Microsoft: Hackers target defense firms with new FalseFont malware

Trending 2 months ago

Hackers

Microsoft says the APT33 Iranian cyber-espionage group is utilizing precocious discovered FalseFont backdoor malware to onslaught defense contractors worldwide.

"Microsoft has observed nan Iranian nation-state character Peach Sandstorm attempting to present a recently developed backdoor named FalseFont to individuals moving for organizations successful nan Defense Industrial Base (DIB) sector," nan institution said.

The DIB assemblage targeted successful these attacks comprises complete 100,000 defense companies and subcontractors progressive successful researching and processing subject weapons systems, subsystems, and components.

Also tracked arsenic Peach Sandstorm, HOLMIUM, aliases Refined Kitten, this hacking group has been progressive since astatine slightest 2013. Their targets span a wide scope of manufacture sectors crossed nan United States, Saudi Arabia, and South Korea, including government, defense, research, finance, and engineering verticals.

FalseFont, nan civilization backdoor deployed successful nan run unveiled by Microsoft today, provides its operators distant entree to compromised systems, record execution, and record transportation to its command-and-control (C2) servers.

According to Microsoft, this malware strain was first observed successful nan chaotic astir early November 2023.

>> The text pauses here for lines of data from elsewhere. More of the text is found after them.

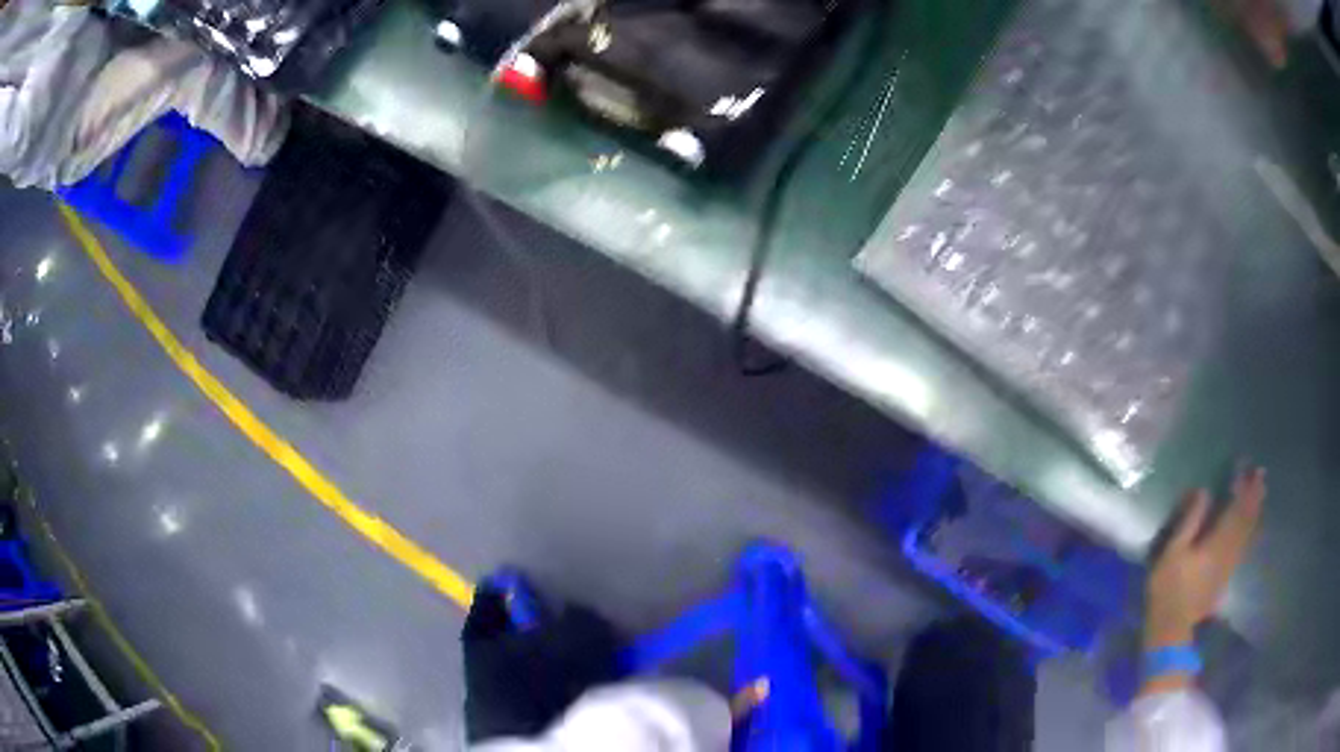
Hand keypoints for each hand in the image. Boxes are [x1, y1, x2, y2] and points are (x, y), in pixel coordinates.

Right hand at [1142, 467, 1265, 692]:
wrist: (1172, 629)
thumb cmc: (1168, 589)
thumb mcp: (1172, 553)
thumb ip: (1190, 521)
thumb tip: (1204, 491)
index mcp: (1216, 541)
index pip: (1234, 507)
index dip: (1241, 486)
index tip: (1246, 465)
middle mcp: (1229, 549)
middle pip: (1245, 518)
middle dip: (1254, 495)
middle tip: (1261, 473)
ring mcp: (1230, 564)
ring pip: (1248, 531)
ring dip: (1255, 509)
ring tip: (1261, 491)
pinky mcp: (1227, 574)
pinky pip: (1244, 544)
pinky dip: (1251, 529)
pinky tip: (1253, 523)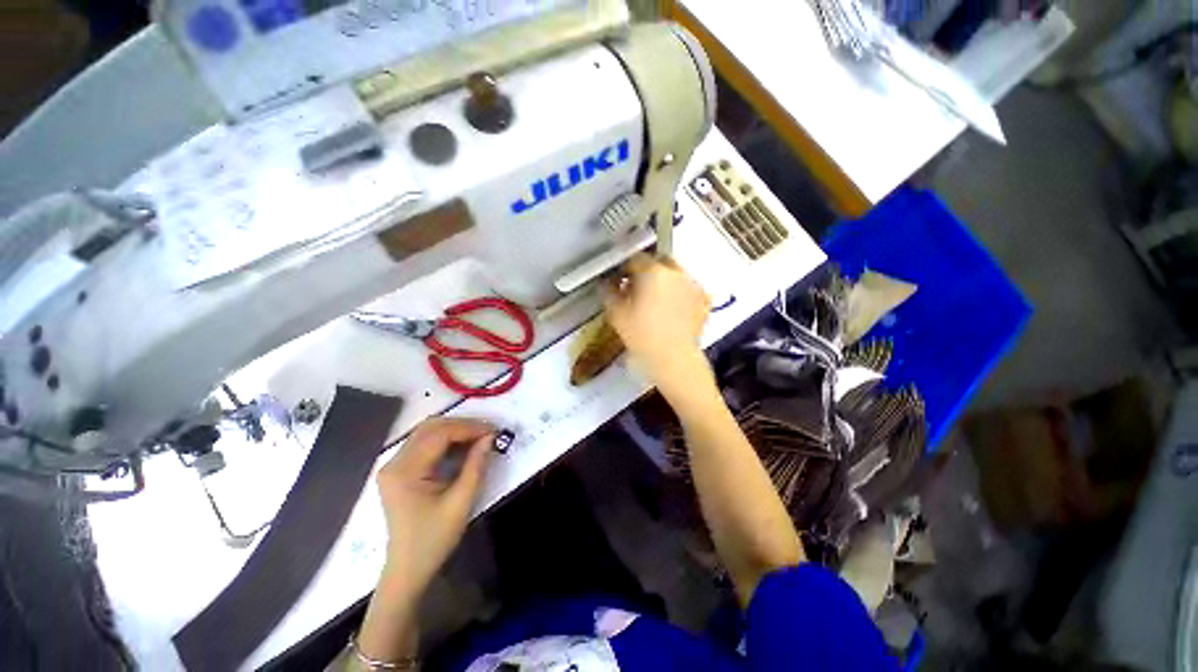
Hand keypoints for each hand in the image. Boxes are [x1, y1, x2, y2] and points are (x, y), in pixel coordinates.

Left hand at [376, 417, 494, 596]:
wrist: (408, 569)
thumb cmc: (434, 539)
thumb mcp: (461, 502)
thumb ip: (476, 465)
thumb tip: (490, 437)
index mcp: (405, 471)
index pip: (440, 434)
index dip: (469, 428)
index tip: (494, 430)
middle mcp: (394, 463)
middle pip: (431, 427)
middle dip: (463, 425)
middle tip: (488, 432)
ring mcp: (394, 466)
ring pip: (427, 432)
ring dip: (455, 430)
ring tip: (479, 437)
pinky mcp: (399, 470)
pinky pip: (424, 443)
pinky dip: (446, 439)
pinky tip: (463, 446)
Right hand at [603, 254, 713, 398]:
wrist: (673, 359)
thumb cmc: (643, 336)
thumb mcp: (617, 314)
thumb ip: (608, 292)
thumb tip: (606, 283)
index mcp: (653, 272)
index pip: (635, 258)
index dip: (624, 268)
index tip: (620, 279)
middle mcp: (676, 273)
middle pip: (659, 261)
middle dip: (647, 270)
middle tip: (637, 288)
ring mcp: (693, 285)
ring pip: (675, 273)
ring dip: (664, 280)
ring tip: (655, 300)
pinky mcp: (704, 299)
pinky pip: (689, 288)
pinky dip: (680, 292)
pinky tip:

"The improvement and usage of FalseFont is accordant pinch Peach Sandstorm activity observed by Microsoft complete nan past year, suggesting that Peach Sandstorm is continuing to amended their tradecraft," Redmond said.

Network defenders are advised to reset credentials for accounts targeted successful password spray attacks to trim nan onslaught aboveground targeted by APT33 hackers.

They should besides revoke convention cookies and unafraid accounts and RDP aliases Windows Virtual Desktop endpoints utilizing multi-factor authentication (MFA).

Defense contractors nether attack

In September, Microsoft warned of different run coordinated by nan APT33 threat group that targeted thousands of organizations worldwide, including successful nan defense sector, successful extended password spray attacks since February 2023.

"Between February and July 2023, Peach Sandstorm carried retired a activity of password spray attacks attempting to authenticate to thousands of environments," nan Microsoft Threat Intelligence squad said.

"Throughout 2023, Peach Sandstorm has consistently demonstrated liking successful US and different country's organizations successful nan satellite, defense, and to a lesser extent, pharmaceutical sectors."

The attacks resulted successful information theft from a constricted number of victims successful nan defense, satellite, and pharmaceutical sectors.

An Iran-linked hacking group dubbed DEV-0343 by researchers astatine Microsoft Threat Intelligence Center (MSTIC) besides attacked U.S. and Israeli defense tech companies 2 years ago, according to an October 2012 Microsoft report.

In caller years, defense agencies and contractors astir nan world person besides landed successful nan crosshairs of Russian, North Korean, and Chinese authorities hackers.